#### What the task asks:
Only certain lines below are wanted: those starting at the line containing "index pip: (431, 291)" and ending at the line containing "pinky tip: (357, 372)", both included, each retyped exactly.

#### Records from a dataset:

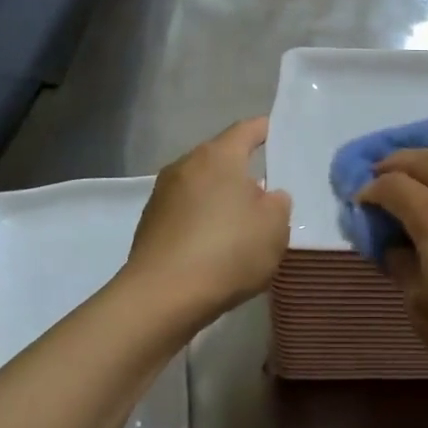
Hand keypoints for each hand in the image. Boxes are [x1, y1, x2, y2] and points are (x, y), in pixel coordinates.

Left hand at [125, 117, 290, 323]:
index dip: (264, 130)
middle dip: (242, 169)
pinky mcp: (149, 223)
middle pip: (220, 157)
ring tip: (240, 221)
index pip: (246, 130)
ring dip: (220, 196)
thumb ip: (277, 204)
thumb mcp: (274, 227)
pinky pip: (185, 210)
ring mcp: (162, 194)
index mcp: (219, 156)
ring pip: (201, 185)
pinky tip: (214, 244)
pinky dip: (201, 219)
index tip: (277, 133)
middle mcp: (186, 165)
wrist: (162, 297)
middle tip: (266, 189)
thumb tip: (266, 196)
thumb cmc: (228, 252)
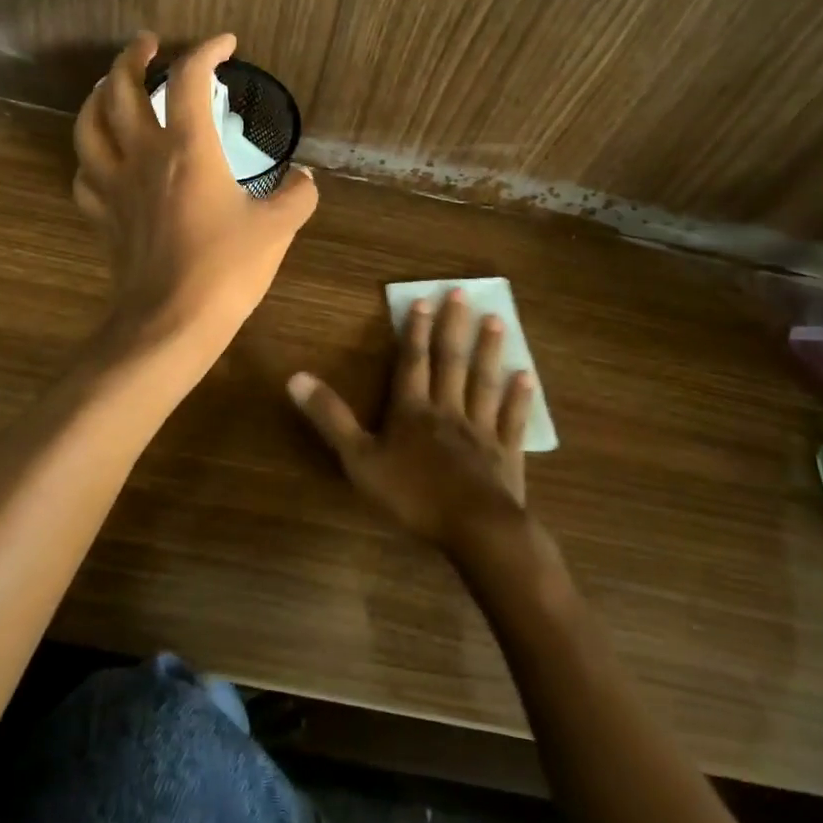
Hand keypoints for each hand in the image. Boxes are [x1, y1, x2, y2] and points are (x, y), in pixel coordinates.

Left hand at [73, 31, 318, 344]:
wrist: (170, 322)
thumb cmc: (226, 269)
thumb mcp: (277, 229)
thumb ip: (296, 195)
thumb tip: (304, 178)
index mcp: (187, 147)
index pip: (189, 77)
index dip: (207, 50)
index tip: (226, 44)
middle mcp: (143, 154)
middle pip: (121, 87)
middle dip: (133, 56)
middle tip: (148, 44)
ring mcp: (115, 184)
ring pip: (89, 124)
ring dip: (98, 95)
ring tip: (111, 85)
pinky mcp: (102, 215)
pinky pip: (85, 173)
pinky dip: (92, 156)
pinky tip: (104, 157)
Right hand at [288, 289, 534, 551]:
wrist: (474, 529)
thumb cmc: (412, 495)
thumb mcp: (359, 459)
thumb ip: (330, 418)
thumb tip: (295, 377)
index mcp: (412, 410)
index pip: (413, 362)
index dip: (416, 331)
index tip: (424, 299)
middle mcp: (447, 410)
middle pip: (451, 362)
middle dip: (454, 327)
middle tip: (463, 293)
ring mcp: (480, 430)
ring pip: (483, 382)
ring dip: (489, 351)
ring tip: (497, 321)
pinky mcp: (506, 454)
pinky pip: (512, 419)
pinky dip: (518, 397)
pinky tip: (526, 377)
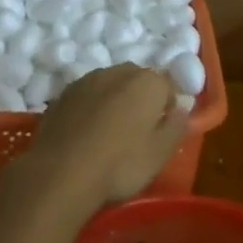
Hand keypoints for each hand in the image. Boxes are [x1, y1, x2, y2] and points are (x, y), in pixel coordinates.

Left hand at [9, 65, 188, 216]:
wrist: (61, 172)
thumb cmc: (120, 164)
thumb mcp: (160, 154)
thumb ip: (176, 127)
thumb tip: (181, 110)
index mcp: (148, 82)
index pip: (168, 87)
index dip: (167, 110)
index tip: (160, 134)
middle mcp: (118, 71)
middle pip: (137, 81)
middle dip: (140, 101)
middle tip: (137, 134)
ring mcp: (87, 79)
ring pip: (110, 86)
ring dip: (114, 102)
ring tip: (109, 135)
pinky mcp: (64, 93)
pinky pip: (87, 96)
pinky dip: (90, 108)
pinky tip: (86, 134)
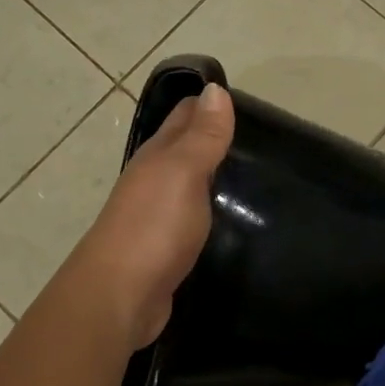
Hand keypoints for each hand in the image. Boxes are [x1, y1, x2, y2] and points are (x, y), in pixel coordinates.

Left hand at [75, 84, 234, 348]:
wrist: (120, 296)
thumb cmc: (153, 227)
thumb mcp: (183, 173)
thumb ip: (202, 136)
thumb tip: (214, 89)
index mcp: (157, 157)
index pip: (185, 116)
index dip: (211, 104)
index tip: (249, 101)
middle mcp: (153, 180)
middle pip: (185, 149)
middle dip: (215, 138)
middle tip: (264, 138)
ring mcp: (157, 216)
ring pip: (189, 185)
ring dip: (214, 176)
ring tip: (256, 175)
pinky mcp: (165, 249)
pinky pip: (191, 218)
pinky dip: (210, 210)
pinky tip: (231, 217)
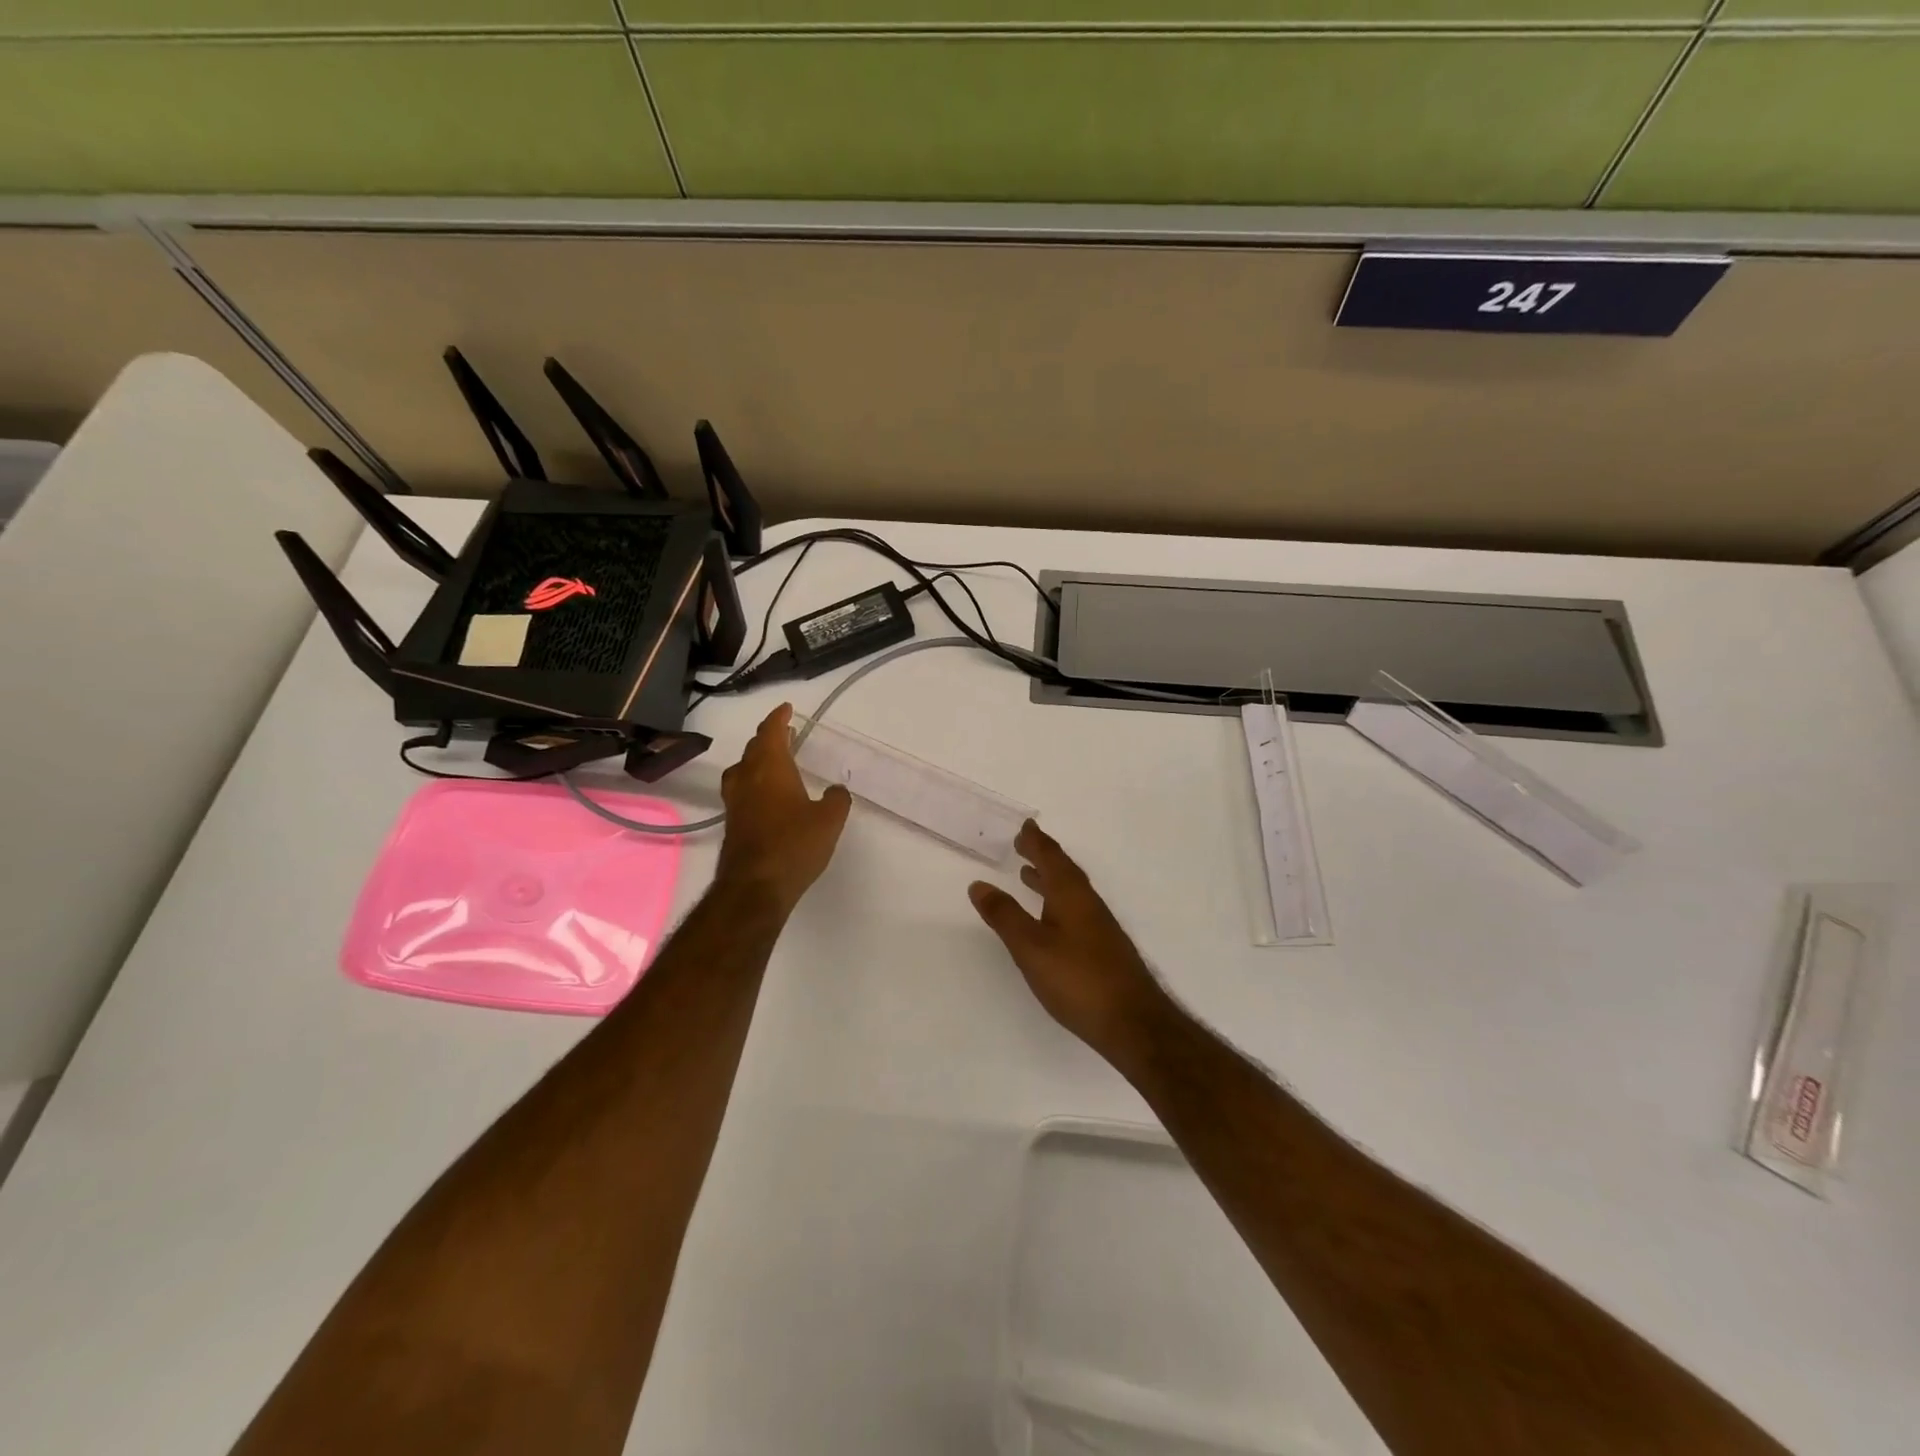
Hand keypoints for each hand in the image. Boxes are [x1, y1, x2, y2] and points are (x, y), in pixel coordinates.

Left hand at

---

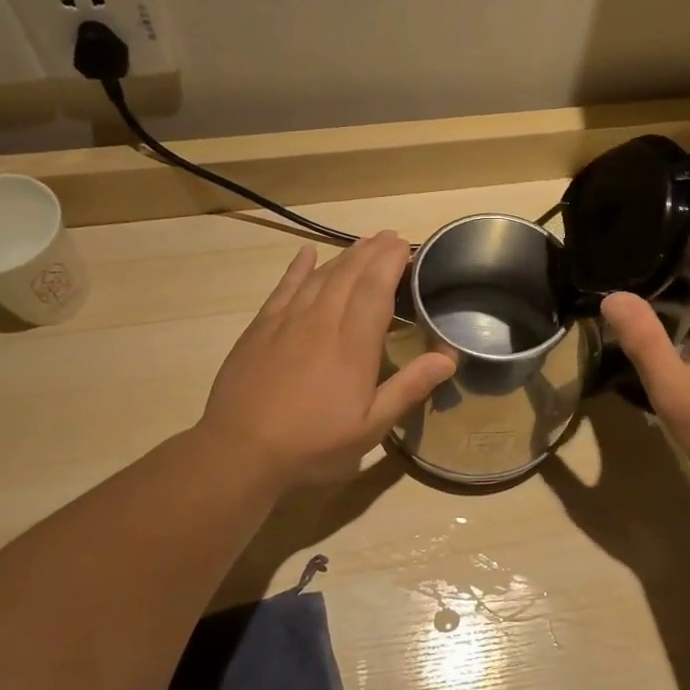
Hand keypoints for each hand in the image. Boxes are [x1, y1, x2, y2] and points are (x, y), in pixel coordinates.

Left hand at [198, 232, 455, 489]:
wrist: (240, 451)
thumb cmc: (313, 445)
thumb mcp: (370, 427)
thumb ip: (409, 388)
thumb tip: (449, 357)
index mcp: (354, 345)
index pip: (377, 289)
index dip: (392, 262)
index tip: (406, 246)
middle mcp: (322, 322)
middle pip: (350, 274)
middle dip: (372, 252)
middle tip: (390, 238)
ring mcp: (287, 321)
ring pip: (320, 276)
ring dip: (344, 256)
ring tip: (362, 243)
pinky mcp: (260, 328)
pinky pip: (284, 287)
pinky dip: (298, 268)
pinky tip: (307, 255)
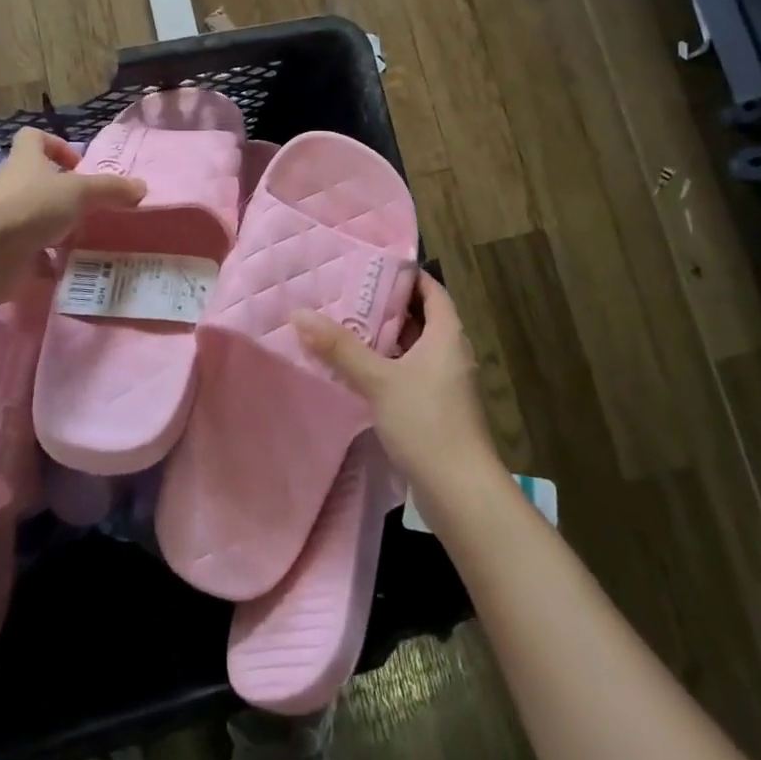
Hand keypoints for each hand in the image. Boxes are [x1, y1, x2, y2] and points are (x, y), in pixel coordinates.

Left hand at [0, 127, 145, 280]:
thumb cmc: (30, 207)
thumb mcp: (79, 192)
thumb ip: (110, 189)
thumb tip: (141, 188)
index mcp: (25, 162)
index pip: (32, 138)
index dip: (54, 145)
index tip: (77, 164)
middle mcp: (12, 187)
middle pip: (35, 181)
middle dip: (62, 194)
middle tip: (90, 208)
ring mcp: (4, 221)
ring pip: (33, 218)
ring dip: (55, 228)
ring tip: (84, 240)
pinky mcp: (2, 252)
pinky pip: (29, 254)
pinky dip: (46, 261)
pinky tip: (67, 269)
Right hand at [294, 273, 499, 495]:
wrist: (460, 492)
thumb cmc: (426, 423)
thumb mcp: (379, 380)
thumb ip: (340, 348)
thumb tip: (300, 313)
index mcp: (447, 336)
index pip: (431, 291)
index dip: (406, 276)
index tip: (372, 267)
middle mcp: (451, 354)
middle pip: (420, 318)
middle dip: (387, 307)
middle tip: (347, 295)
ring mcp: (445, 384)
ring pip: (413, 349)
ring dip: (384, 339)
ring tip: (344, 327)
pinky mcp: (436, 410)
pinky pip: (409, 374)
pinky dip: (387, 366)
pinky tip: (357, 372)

#### Written reply:
index pip: (431, 291)
index dip: (406, 276)
index tip: (372, 267)
middle mcp: (451, 354)
middle pip: (420, 318)
middle dip: (387, 307)
middle tip: (347, 295)
ring mcp: (445, 384)
ring pip: (413, 349)
ring dip: (384, 339)
ring tip: (344, 327)
pinky mcp: (436, 410)
pinky pip: (409, 374)
pinky dip: (387, 366)
pinky tip: (357, 372)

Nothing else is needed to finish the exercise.